Le supplice de Brunehaut marque durablement les esprits. Enluminure dans Les Grandes Chroniques de France, qui datent du XIVème siècle. (source)

   Ainsi, la rivalité entre Brunehaut et Frédégonde n'a rien de personnel. Le conflit entre leurs deux royaumes prend racine avant même qu'elles ne deviennent reines et, même si l'assassinat de Galswinthe (qui n'est pas commandité par Frédégonde, selon toute probabilité) envenime les choses, il n'est nullement le déclencheur de cette grande faide royale : du milieu du VIème siècle au début du VIIème, Austrasie et Neustrie sont en rivalité permanente, et Brunehaut comme Frédégonde ne cherchent qu'à préserver leur royaume, leur pouvoir et leur vie.

Sources :
   La source principale pour l'époque est Grégoire, évêque de Tours, qui a l'avantage d'être un contemporain des événements qu'il décrit.

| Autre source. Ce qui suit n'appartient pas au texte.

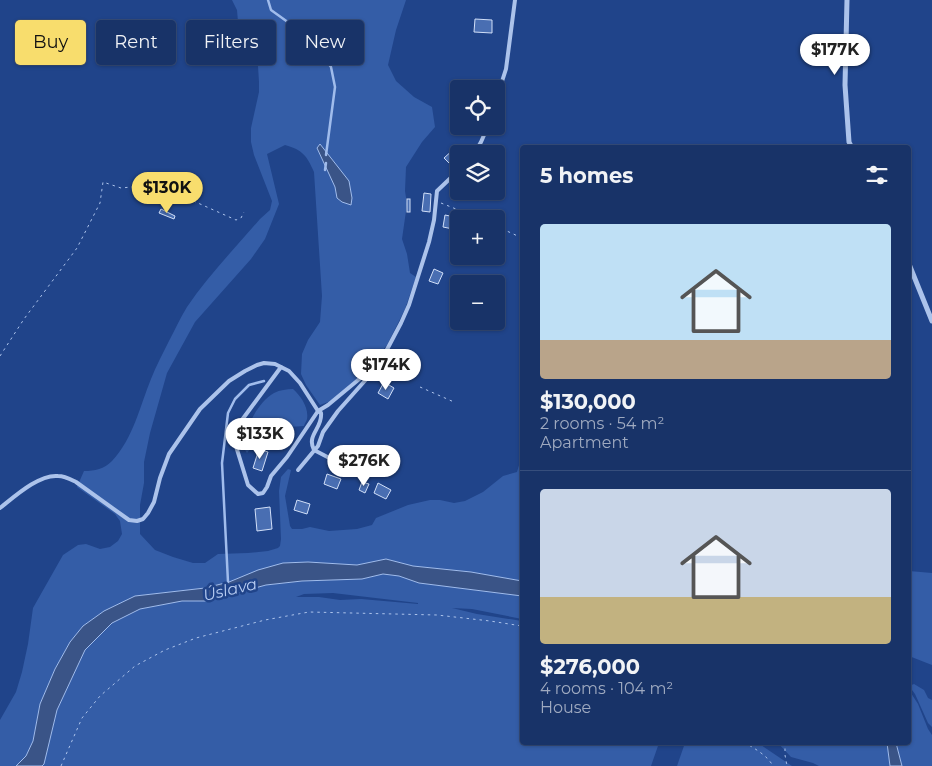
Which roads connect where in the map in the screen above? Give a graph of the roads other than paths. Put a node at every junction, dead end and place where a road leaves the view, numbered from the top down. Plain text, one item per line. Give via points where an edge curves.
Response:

Il est proche de Brunehaut et prend donc généralement parti pour elle. Mais Grégoire meurt en 594 et, pour connaître la fin de l'histoire, il faut se contenter de sources postérieures, Le livre d'histoire des Francs (Liber Historiae Francorum) et la Chronique du Pseudo-Frédégaire. Le problème de ces sources, c'est que, connaissant l'issue fatale de Brunehaut, elles lui sont tout à fait hostile et ont tendance à noircir son souvenir.

Pour aller plus loin :
   Pour ceux qui souhaiteraient connaître plus en détail cette période, je vous conseille l'excellent livre de Bruno Dumézil, La reine Brunehaut (Fayard, 2008). Le livre se lit facilement, et je pense qu'il est accessible à des non-historiens, même s'il est assez dense.